◆ **About this exercise**: Repeat all the lines below exactly, but omit the pictures.
——
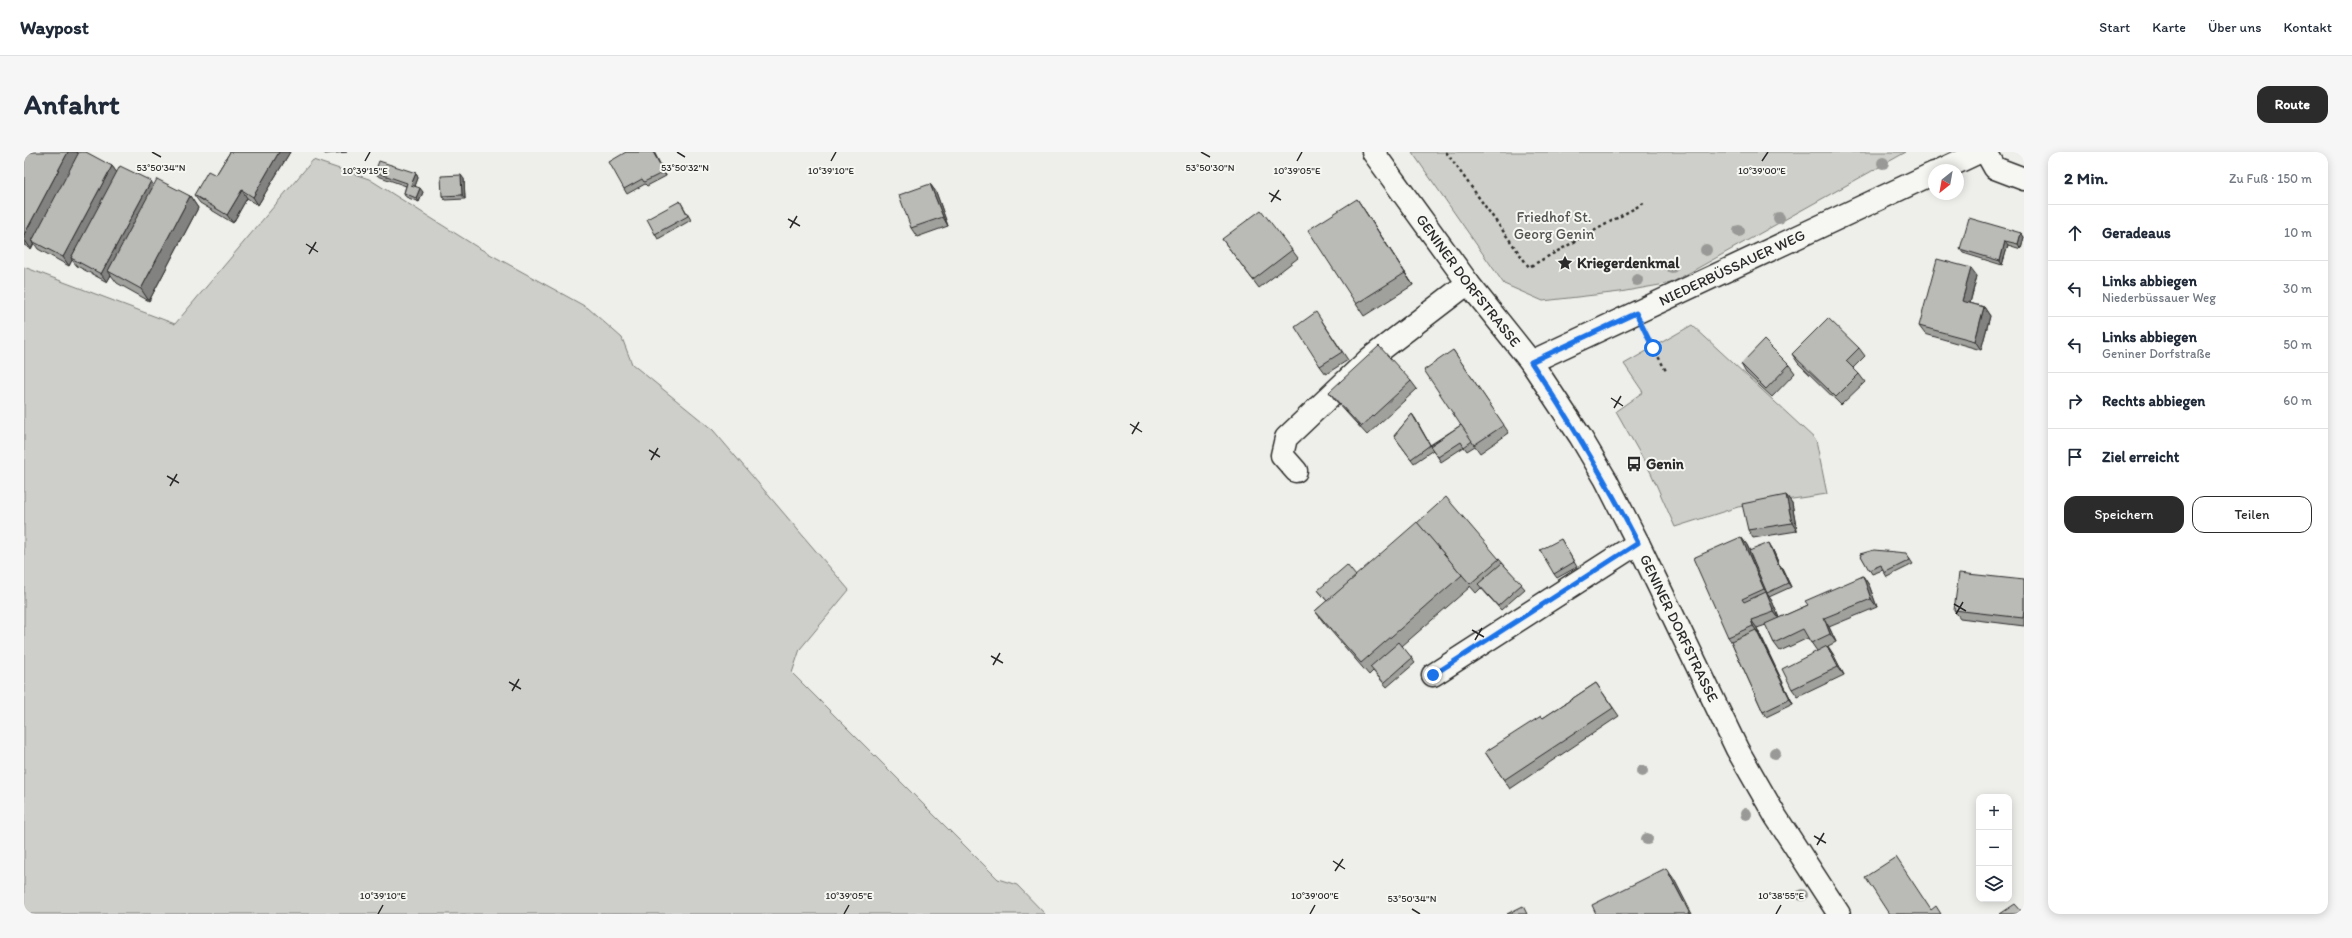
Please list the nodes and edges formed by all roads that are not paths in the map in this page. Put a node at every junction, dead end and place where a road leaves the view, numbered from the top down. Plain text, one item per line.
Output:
1 (1373, 152) edge
2 (1979, 152) edge
3 (1986, 152) edge
4 (1954, 164) edge
5 (1928, 176) edge
6 (2024, 179) edge
7 (1468, 282) junction
8 (1531, 362) junction
9 (1296, 471) dead end
10 (1638, 543) junction
11 (1433, 675) dead end
12 (1839, 914) edge

1 - 7 main road, GENINER DORFSTRASSE
2 - 4 main road
3 - 6 main road
5 - 8 main road, NIEDERBÜSSAUER WEG
7 - 8 main road, GENINER DORFSTRASSE
7 - 9 main road
8 - 10 main road, GENINER DORFSTRASSE
10 - 11 main road
10 - 12 main road, GENINER DORFSTRASSE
——
◆ **Output for this exercise**:
Please list the nodes and edges formed by all roads that are not paths in the map in this page. Put a node at every junction, dead end and place where a road leaves the view, numbered from the top down. Plain text, one item per line.
Output:
1 (1373, 152) edge
2 (1979, 152) edge
3 (1986, 152) edge
4 (1954, 164) edge
5 (1928, 176) edge
6 (2024, 179) edge
7 (1468, 282) junction
8 (1531, 362) junction
9 (1296, 471) dead end
10 (1638, 543) junction
11 (1433, 675) dead end
12 (1839, 914) edge

1 - 7 main road, GENINER DORFSTRASSE
2 - 4 main road
3 - 6 main road
5 - 8 main road, NIEDERBÜSSAUER WEG
7 - 8 main road, GENINER DORFSTRASSE
7 - 9 main road
8 - 10 main road, GENINER DORFSTRASSE
10 - 11 main road
10 - 12 main road, GENINER DORFSTRASSE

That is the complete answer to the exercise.